There are two types of data: target and non-target that are obtained by classifying the epochs into the specified classes. Independent component analysis (ICA) is applied to every dataset individually. With the help of EEGLAB, we will show data graphically using three functions.
Before ICA decomposition, it can be read how many channels (components) there are in targeted data epochs:
One of the algorithms used is "runica" shown below, command that is used for ICA decomposition is:
EEG = pop_runica(EEG, 'icatype', 'runica',
'extended',1,'interrupt','on');
Command pop_erpimage is used for graphing 16 components.

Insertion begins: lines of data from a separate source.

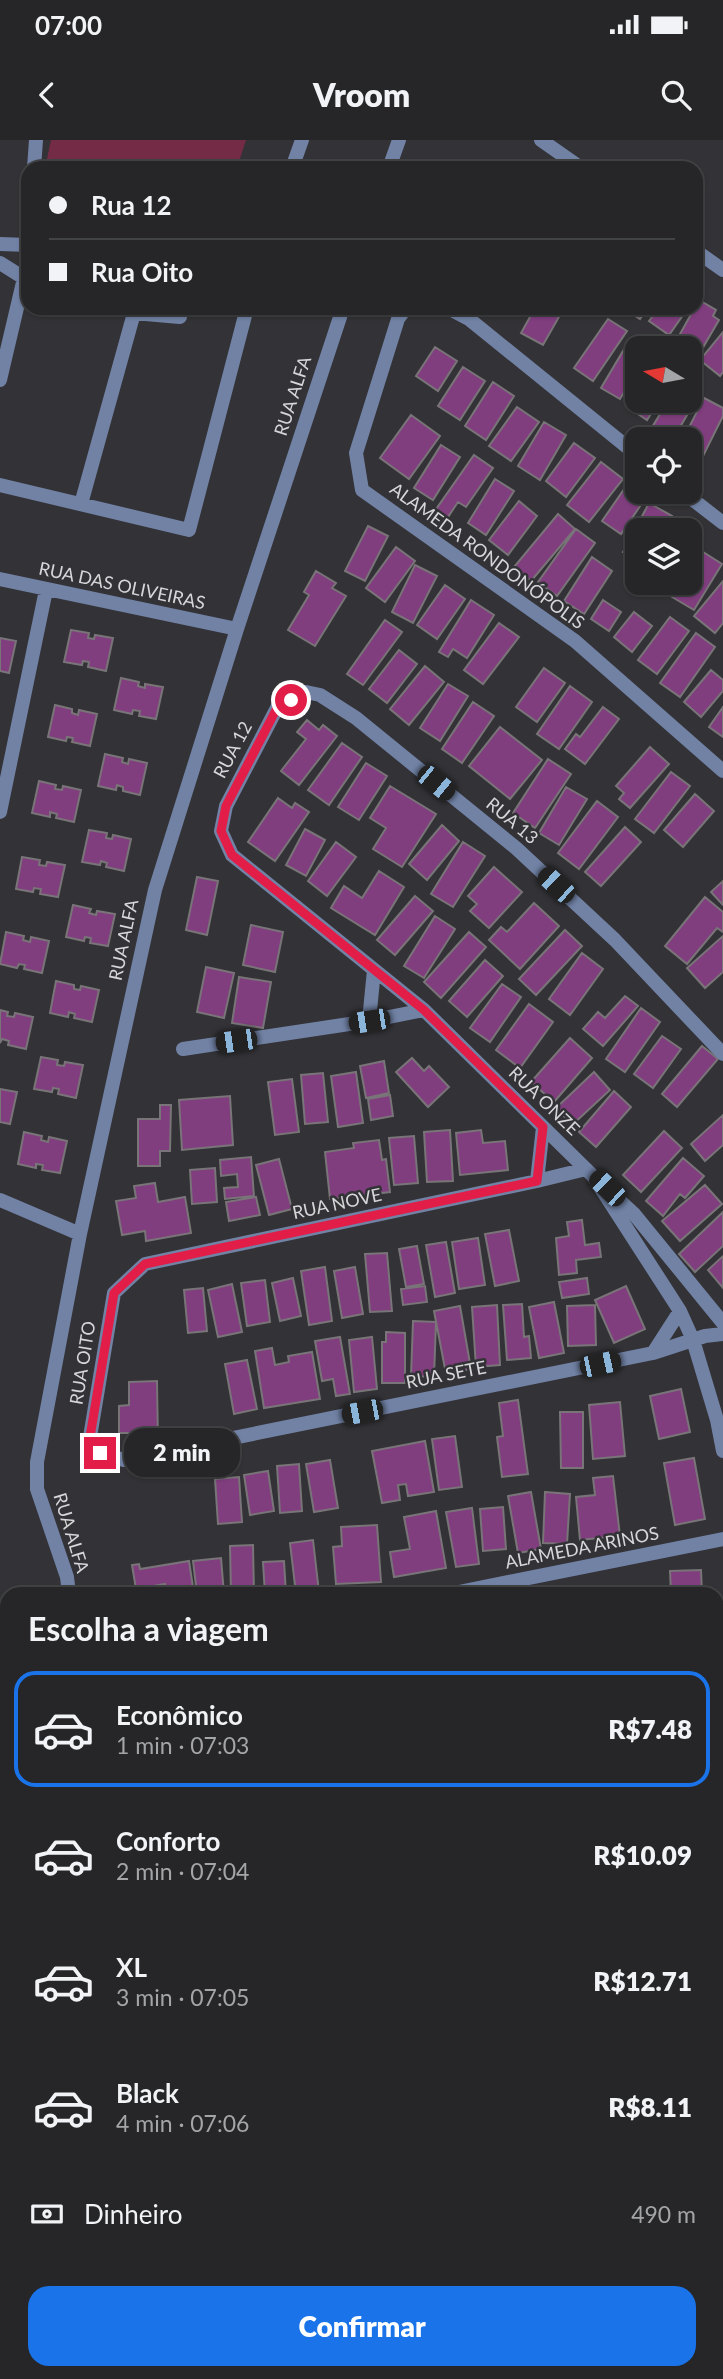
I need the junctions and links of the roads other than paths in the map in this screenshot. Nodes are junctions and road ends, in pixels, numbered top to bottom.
1 (36, 140) edge
2 (302, 140) edge
3 (399, 140) edge
4 (541, 140) edge
5 (34, 161) edge
6 (294, 161) edge
7 (392, 161) edge
8 (571, 161) edge
9 (0, 243) edge
10 (21, 245) edge
11 (703, 256) edge
12 (0, 263) edge
13 (723, 271) edge
14 (21, 276) edge
15 (21, 291) edge
16 (133, 315) edge
17 (157, 315) edge
18 (245, 315) edge
19 (341, 315) edge
20 (402, 315) edge
21 (461, 315) edge
22 (180, 317) dead end
23 (0, 380) edge
24 (625, 445) edge
25 (0, 485) edge
26 (81, 504) junction
27 (698, 504) edge
28 (723, 523) edge
29 (0, 579) edge
30 (46, 590) junction
31 (237, 629) junction
32 (320, 695) joint
33 (723, 771) edge
34 (0, 812) edge
35 (232, 855) joint
36 (374, 970) junction
37 (424, 1010) junction
38 (369, 1021) junction
39 (183, 1049) dead end
40 (723, 1054) edge
41 (543, 1127) junction
42 (589, 1172) junction
43 (537, 1181) junction
44 (0, 1200) edge
45 (80, 1234) junction
46 (145, 1264) joint
47 (680, 1311) junction
48 (723, 1323) edge
49 (723, 1334) edge
50 (693, 1340) junction
51 (653, 1353) junction
52 (720, 1419) edge
53 (723, 1451) edge
54 (124, 1460) joint
55 (723, 1539) edge
56 (68, 1587) edge
57 (484, 1587) edge

1 - 5 street
2 - 6 street
3 - 7 street
4 - 8 street
9 - 10 street
11 - 13 street
12 - 14 street
15 - 23 street
16 - 26 street
17 - 22 street
18 - 26 street
19 - 31 street, RUA ALFA
20 - 33 street, ALAMEDA RONDONÓPOLIS
21 - 24 street
25 - 26 street
27 - 28 street
29 - 30 street, RUA DAS OLIVEIRAS
30 - 31 street, RUA DAS OLIVEIRAS
30 - 34 street
31 - 45 street, RUA ALFA
32 - 35 street, RUA 12
32 - 40 street, RUA 13
35 - 36 street, RUA ONZE
36 - 37 street, RUA ONZE
36 - 38 street
37 - 38 street
37 - 41 street, RUA ONZE
38 - 39 street
41 - 42 street, RUA ONZE
41 - 43 street
42 - 43 street, RUA NOVE
42 - 47 street, RUA ONZE
42 - 48 street
43 - 46 street, RUA NOVE
44 - 45 street
45 - 56 street, RUA ALFA
46 - 54 street, RUA OITO
47 - 50 street, RUA ONZE
47 - 51 street
49 - 50 street, RUA SETE
50 - 51 street, RUA SETE
50 - 52 street, RUA ONZE
51 - 54 street, RUA SETE
52 - 53 street, RUA ONZE
55 - 57 street, ALAMEDA ARINOS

pop_erpimage(EEG,0, [i],[[]],['Component ', int2str(i)],10,1,{},[],'' ,'yerplabel','','erp','on','cbar','on','topo', { mean(EEG.icawinv(:,[i]),2)EEG.chanlocs EEG.chaninfo } );
These are the results for the first eight components:
Using the pop_topoplot command, we display those 16 components, i.e. their topographic 2-D maps:
pop_topoplot(EEG, 0, [1:16] ,'EEG target',[4 4] ,0,'electrodes','on');
In the last step, we use te command pop_newtimef which is used for graphing time/frequency decomposition of the activity of independent components:
pop_newtimef( EEG, 0, j, [0 1998], [3 0.8] , 'topovec', EEG.icawinv(:,j), 'elocs', EEG.chanlocs, 'chaninfo', EEG.chaninfo, 'caption',['IC 1. - 8. komponenta '],'baseline',[0], 'plotphase', 'off', 'padratio', 1);
Same process can be used for other non-tagret dataset.